■ **Work order**:
Wherever the word "José" appears in the entries, copy the whole line.

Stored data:
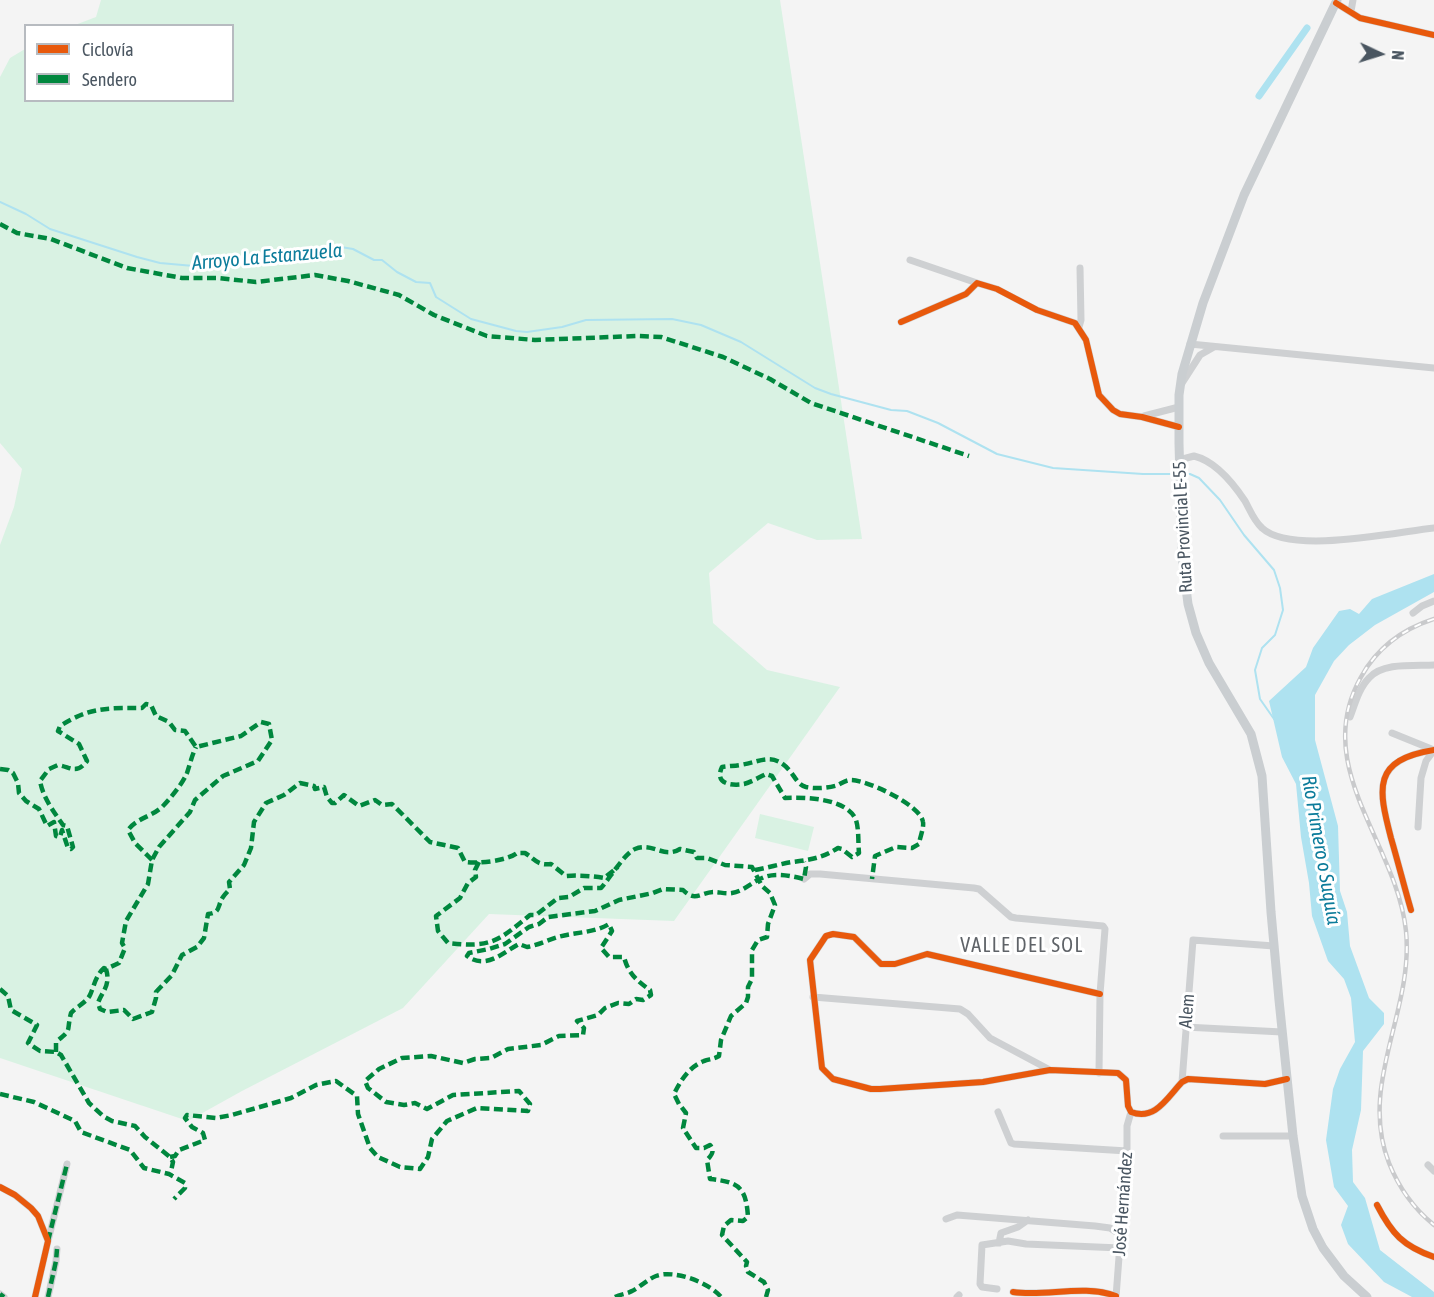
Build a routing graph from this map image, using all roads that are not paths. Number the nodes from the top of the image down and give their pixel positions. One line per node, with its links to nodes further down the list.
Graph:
1 (1348, 0): 4 (street)
2 (1353, 0): 4 (street)
3 (1336, 2): 4 (street); 11 (main road, Ruta Provincial E-55)
4 (1351, 11): 5 (street)
5 (1434, 35)
6 (910, 260): 8 (street)
7 (1080, 268): 10 (street)
8 (977, 283): 9 (street); 10 (street)
9 (901, 322)
10 (1079, 327): 16 (street)
11 (1190, 344): 12 (street); 14 (main road, Ruta Provincial E-55)
12 (1216, 346): 13 (street); 14 (street)
13 (1434, 368)
14 (1181, 385): 15 (main road, Ruta Provincial E-55)
15 (1179, 407): 16 (street); 17 (main road, Ruta Provincial E-55)
16 (1142, 417): 17 (street)
17 (1179, 427): 18 (main road, Ruta Provincial E-55)
18 (1179, 460): 19 (street); 29 (main road, Ruta Provincial E-55)
19 (1434, 528)
20 (1434, 601): 21 (street)
21 (1413, 613)
22 (1434, 665): 23 (street)
23 (1350, 717)
24 (1392, 733): 25 (street)
25 (1434, 750): 26 (street); 28 (street)
26 (1419, 827)
27 (804, 879): 30 (street)
28 (1411, 910)
29 (1274, 946): 32 (street, Alem); 33 (main road, Ruta Provincial E-55)
30 (1100, 994): 31 (street); 35 (street)
31 (813, 997): 34 (street); 34 (street)
32 (1185, 1027): 33 (street); 37 (street, Alem)
33 (1282, 1032): 36 (main road, Ruta Provincial E-55)
34 (1050, 1070): 35 (street, José Hernández)
35 (1099, 1073): 39 (street, José Hernández)
36 (1287, 1079): 37 (street); 41 (main road, Ruta Provincial E-55)
37 (1182, 1082): 39 (street)
38 (998, 1112): 42 (street)
39 (1131, 1112): 42 (street, José Hernández)
40 (1223, 1136): 41 (street)
41 (1293, 1136): 61 (main road, Ruta Provincial E-55)
42 (1127, 1151): 48 (street, José Hernández)
43 (67, 1164): 49 (street)
44 (0, 1187): 49 (street)
45 (1377, 1205): 53 (street)
46 (946, 1219): 47 (street)
47 (1028, 1220): 48 (street); 50 (street)
48 (1121, 1235): 51 (street, José Hernández)
49 (48, 1241): 59 (street)
50 (999, 1243): 51 (street); 54 (street)
51 (1120, 1248): 57 (street, José Hernández)
52 (57, 1249): 60 (street)
53 (1434, 1257)
54 (997, 1289)
55 (1013, 1292): 57 (street)
56 (0, 1294): 58 (street)
57 (1116, 1296)
58 (4, 1297)
59 (35, 1297)
60 (48, 1297)
61 (1367, 1297)

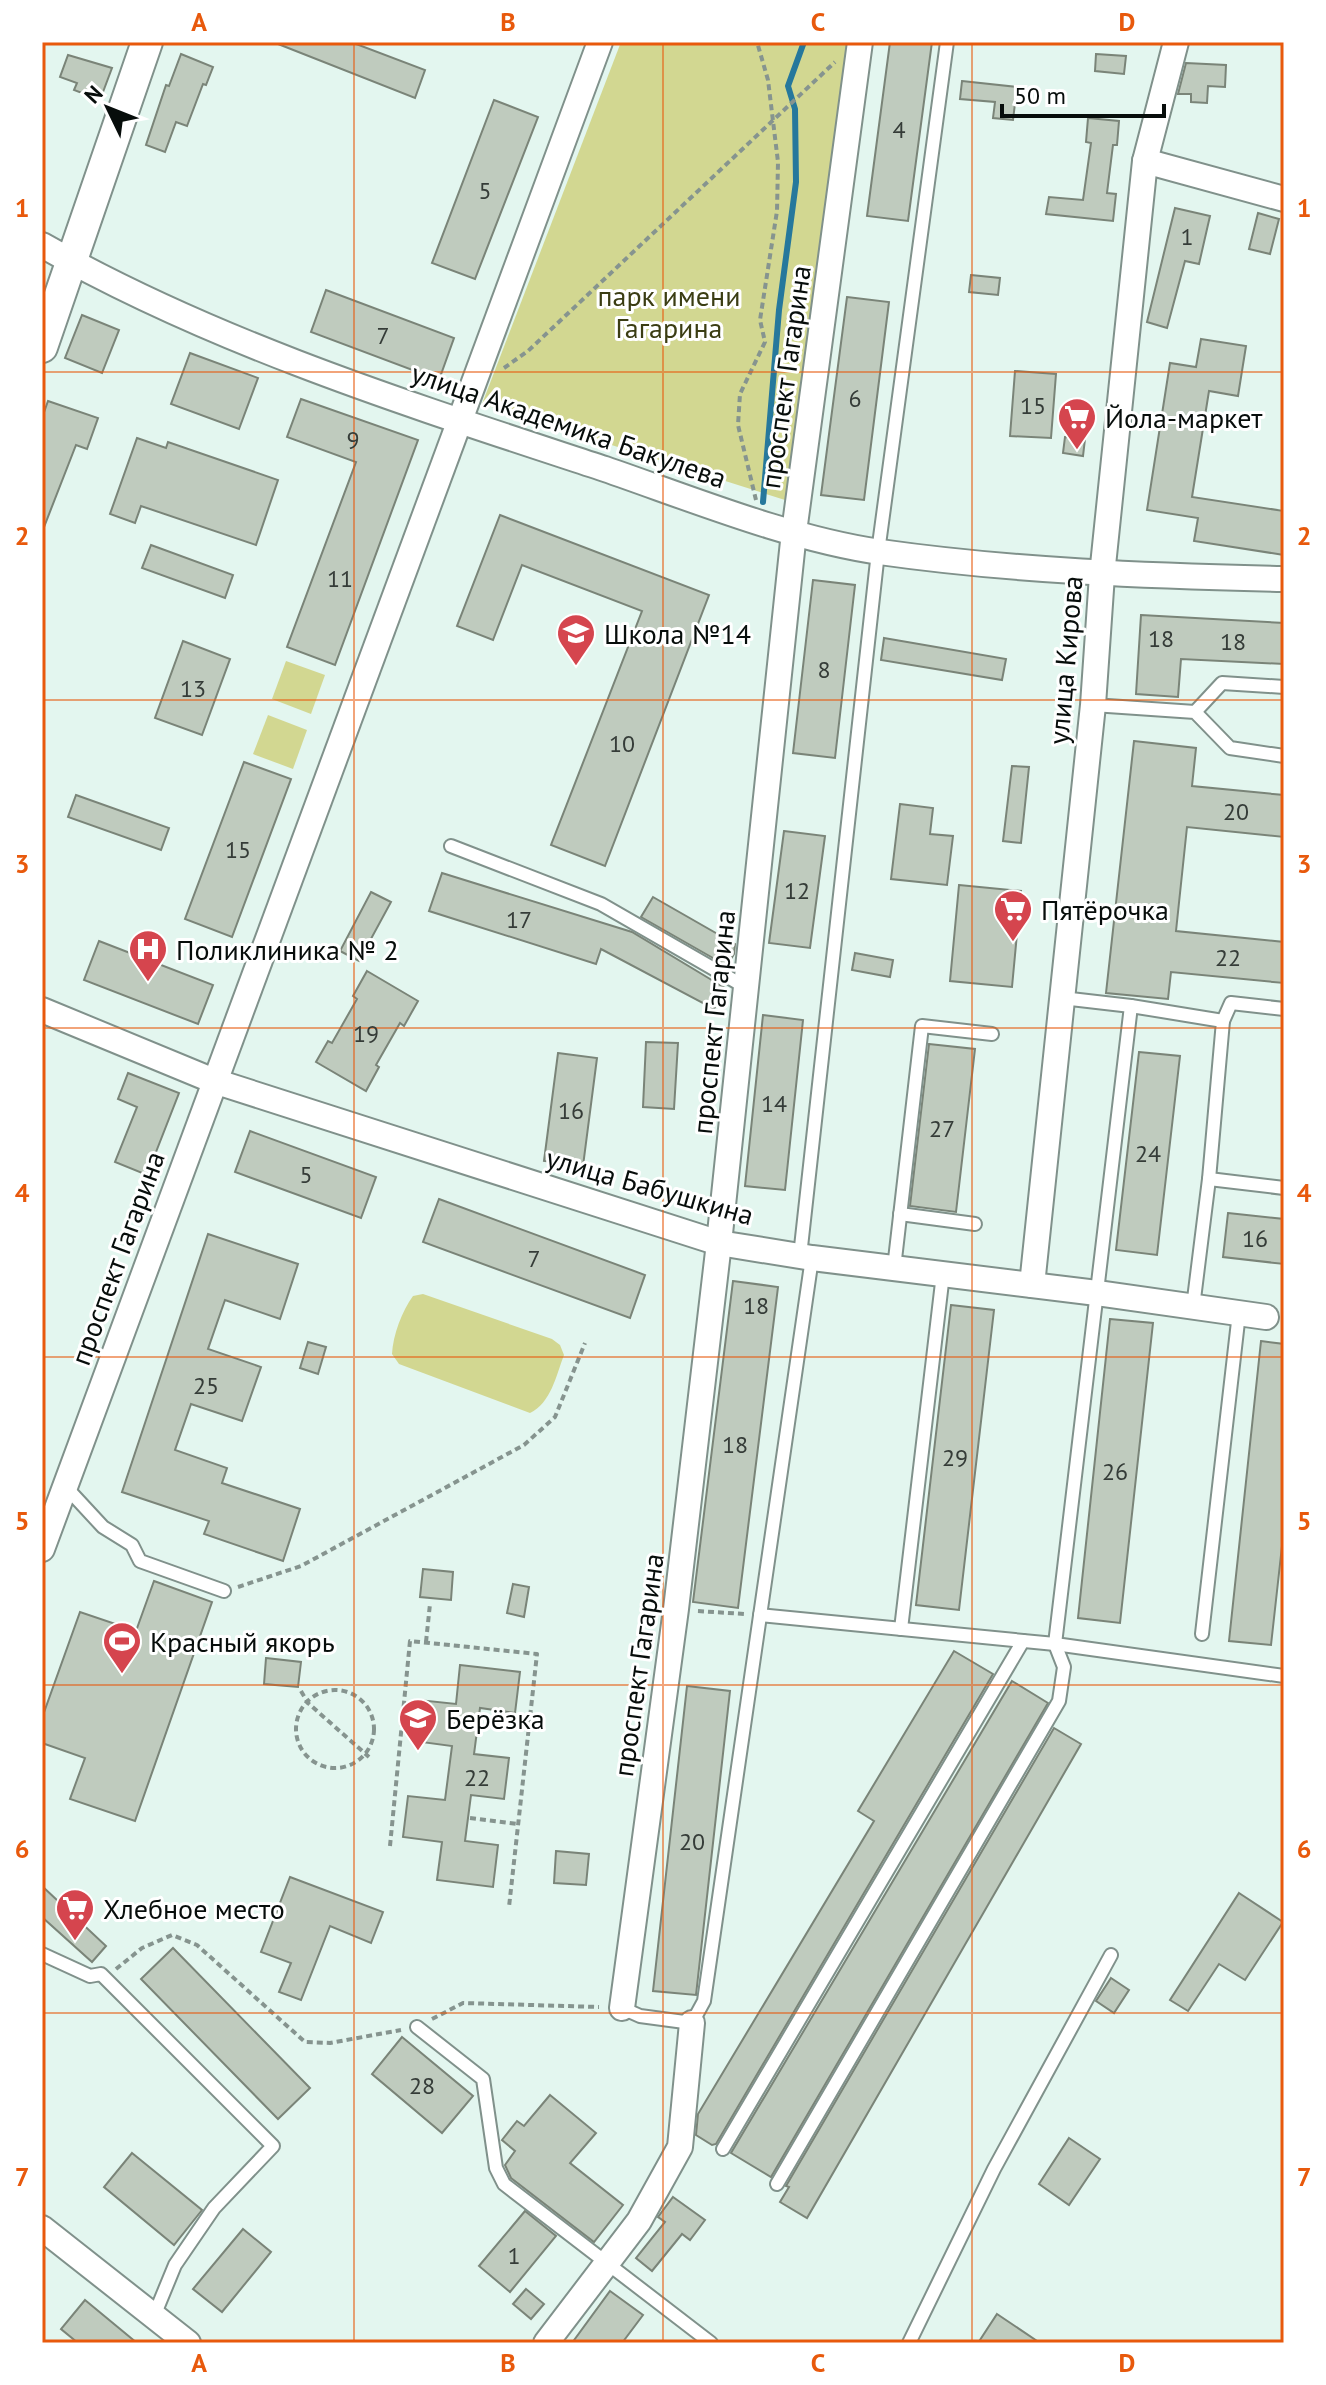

■ **Completed task**:
34 (1050, 1070): 35 (street, José Hernández)
35 (1099, 1073): 39 (street, José Hernández)
39 (1131, 1112): 42 (street, José Hernández)
42 (1127, 1151): 48 (street, José Hernández)
48 (1121, 1235): 51 (street, José Hernández)
51 (1120, 1248): 57 (street, José Hernández)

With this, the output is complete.